There’s something magical about skimming across the water, breeze in your hair, bell towers chiming in the distance, and the Alps hazy and brooding beyond the lake’s edge. We set course first for the Isole Borromeethe Borromean Islands — a trio of fairy-tale isles rising from the water like something out of an old Italian painting. Isola Bella is the showstopper, with its dramatic Baroque palace and tiered gardens, but we dropped anchor instead just in front of Isola Madre, the wild, whispery one, where you can take a dip in the still aquamarine waters.

Pro Tip:

There are public moorings here — free and first-come-first-serve — perfect for a mid-lake swim.

We dried off in the sun, shared a boat picnic of prosciutto crudo, local formaggi, and juicy figs from the local supermarket. The lake somehow makes everything taste better.

My Experience Renting A Boat on Lake Maggiore (No Boating License Required)
My Experience Renting A Boat on Lake Maggiore (No Boating License Required)

From there, we motored over to Santa Caterina del Sasso, a monastery built dramatically into the cliffs — the kind of place that makes you question how on earth humans ever managed to construct such things. The view from below, boat bobbing gently in the water, is even more impressive than from land.

The rest of the ride was a slow cruise past Intra and Pallanza, where time seems to have paused in the 19th century.

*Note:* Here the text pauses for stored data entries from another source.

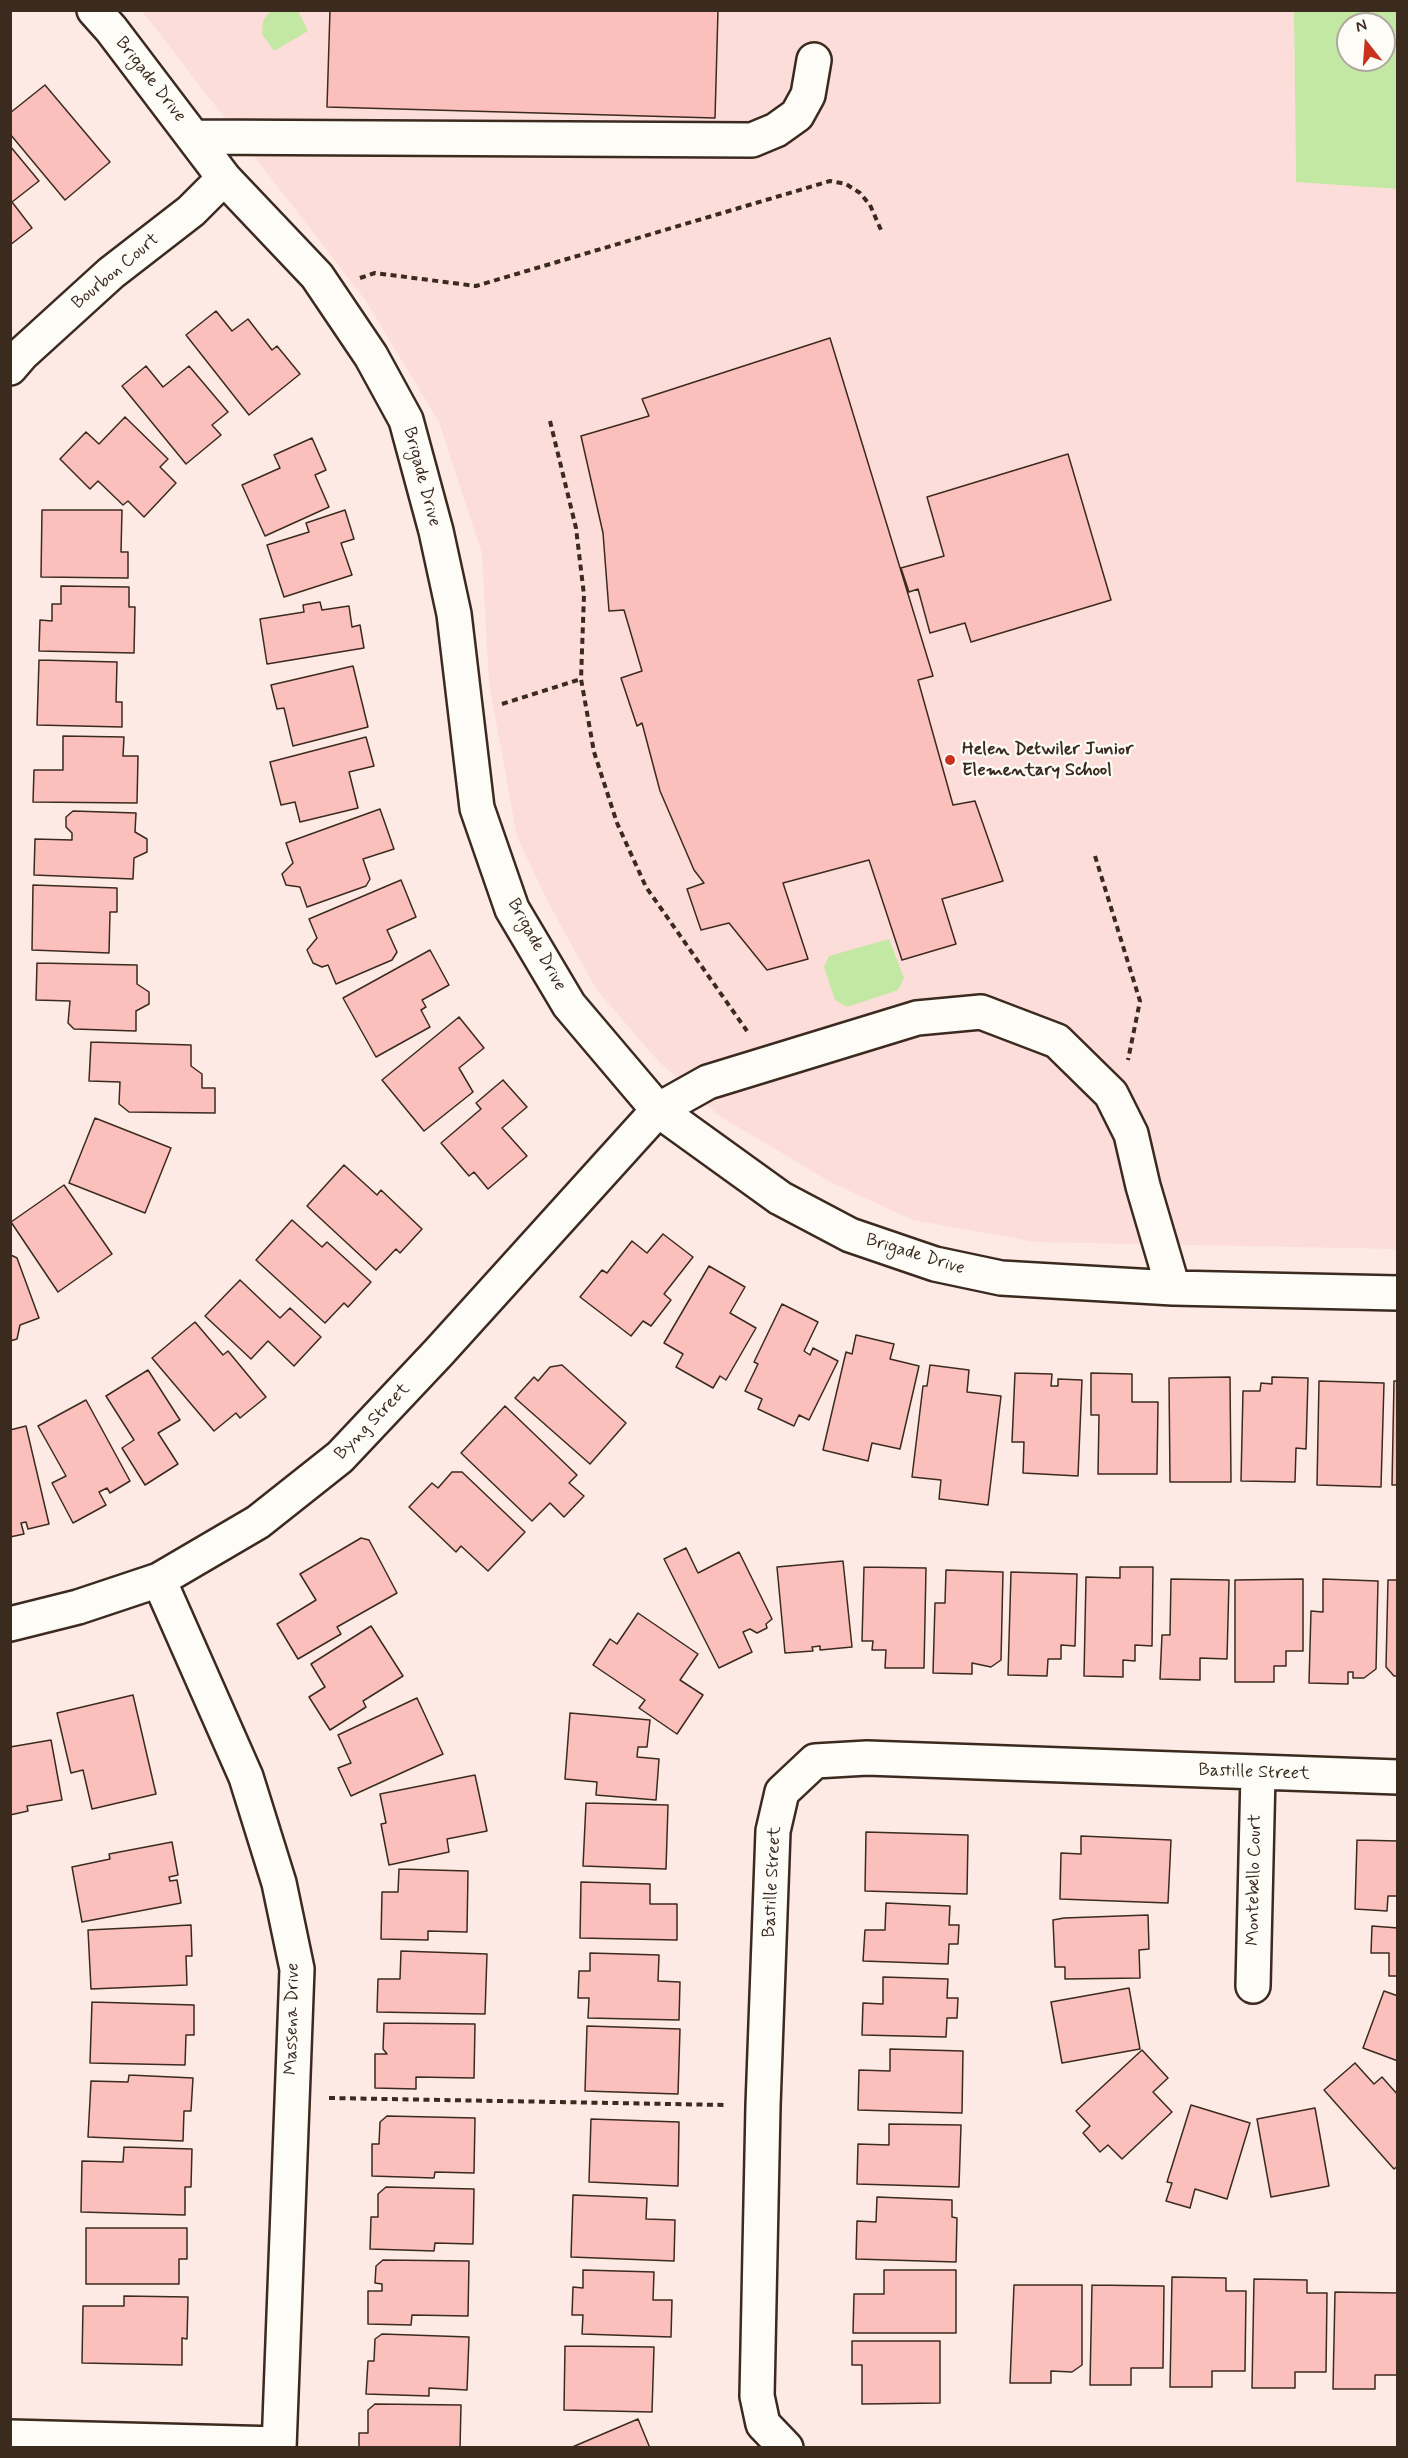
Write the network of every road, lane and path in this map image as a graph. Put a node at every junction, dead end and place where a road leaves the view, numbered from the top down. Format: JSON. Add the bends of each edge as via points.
{"nodes":[{"id":1,"x":93,"y":10,"type":"edge"},
{"id":2,"x":814,"y":60,"type":"dead end"},
{"id":3,"x":194,"y":137,"type":"junction"},
{"id":4,"x":224,"y":178,"type":"junction"},
{"id":5,"x":880,"y":230,"type":"dead end"},
{"id":6,"x":325,"y":289,"type":"junction"},
{"id":7,"x":10,"y":368,"type":"edge"},
{"id":8,"x":550,"y":421,"type":"dead end"},
{"id":9,"x":581,"y":679,"type":"junction"},
{"id":10,"x":467,"y":715,"type":"junction"},
{"id":11,"x":1095,"y":856,"type":"dead end"},
{"id":12,"x":769,"y":1062,"type":"junction"},
{"id":13,"x":1111,"y":1094,"type":"junction"},
{"id":14,"x":658,"y":1110,"type":"junction"},
{"id":15,"x":1173,"y":1288,"type":"junction"},
{"id":16,"x":1398,"y":1293,"type":"edge"},
{"id":17,"x":159,"y":1580,"type":"junction"},
{"id":18,"x":10,"y":1624,"type":"edge"},
{"id":19,"x":1258,"y":1774,"type":"junction"},
{"id":20,"x":1398,"y":1777,"type":"edge"},
{"id":21,"x":1253,"y":1986,"type":"dead end"},
{"id":22,"x":291,"y":2097,"type":"junction"},
{"id":23,"x":763,"y":2106,"type":"junction"},
{"id":24,"x":10,"y":2437,"type":"edge"},
{"id":25,"x":279,"y":2446,"type":"edge"},
{"id":26,"x":786,"y":2448,"type":"edge"}],
"edges":[{"from":1,"to":3,"type":"street","name":"Brigade Drive"},
{"from":2,"to":3,"type":"street","via":[[808,94],[797,115],[752,140]]},
{"from":3,"to":4,"type":"street","name":"Brigade Drive"},
{"from":4,"to":6,"type":"street","name":"Brigade Drive"},
{"from":4,"to":7,"type":"street","name":"Bourbon Court","via":[[191,211],[111,273]]},
{"from":5,"to":6,"type":"path","via":[[870,205],[860,193],[846,184],[830,181],[476,286],[375,273]]},
{"from":6,"to":10,"type":"street","name":"Brigade Drive","via":[[371,357],[406,420],[454,614]]},
{"from":8,"to":9,"type":"path","via":[[576,528],[584,595]]},
{"from":9,"to":10,"type":"path"},
{"from":9,"to":12,"type":"path","via":[[594,752],[617,823],[646,887]]},
{"from":10,"to":14,"type":"street","name":"Brigade Drive","via":[[477,808],[512,909],[568,1005]]},
{"from":11,"to":13,"type":"path","via":[[1140,1001],[1124,1079]]},
{"from":12,"to":13,"type":"street","name":"Byng Street","via":[[917,1018],[981,1012],[1057,1041]]},
{"from":12,"to":14,"type":"street","name":"Byng Street","via":[[708,1082]]},
{"from":13,"to":15,"type":"street","name":"Byng Street","via":[[1131,1134]]},
{"from":14,"to":15,"type":"street","name":"Brigade Drive","via":[[780,1198],[850,1235],[935,1264],[1001,1278]]},
{"from":14,"to":17,"type":"street","name":"Byng Street","via":[[340,1457],[258,1522]]},
{"from":15,"to":16,"type":"street","name":"Brigade Drive"},
{"from":17,"to":18,"type":"street","name":"Byng Street"},
{"from":17,"to":22,"type":"street","name":"Massena Drive","via":[[246,1777],[279,1883],[297,1969]]},
{"from":19,"to":20,"type":"street","name":"Bastille Street"},
{"from":19,"to":21,"type":"street","name":"Montebello Court"},
{"from":19,"to":23,"type":"street","name":"Bastille Street","via":[[867,1758],[815,1761],[782,1792],[773,1831]]},
{"from":22,"to":23,"type":"path"},
{"from":22,"to":25,"type":"street","name":"Massena Drive"},
{"from":23,"to":26,"type":"street","name":"Bastille Street","via":[[756,2396],[763,2424]]},
{"from":24,"to":25,"type":"street"}]}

Grand villas with flaking pastel shutters line the waterfront, their gardens spilling down to the edge of the lake like the final scene of an old movie. We posed for a photo in front of our wedding venue, Grand Hotel Majestic, one of the most sought-after hotels on the lake, and with good reason. We waved at fishermen, watched swans paddle past like they owned the place (honestly, they might), and soaked in that golden-hour light that only Italian lakes seem to do just right.



Renting a boat on Lake Maggiore wasn’t just fun — it was freeing. It gave us the keys to a secret world you just can’t experience from shore. A few hours of sun, speed, and slow moments made this one of my favorite days on the lake — and one I’ll absolutely do again and recommend you do as well.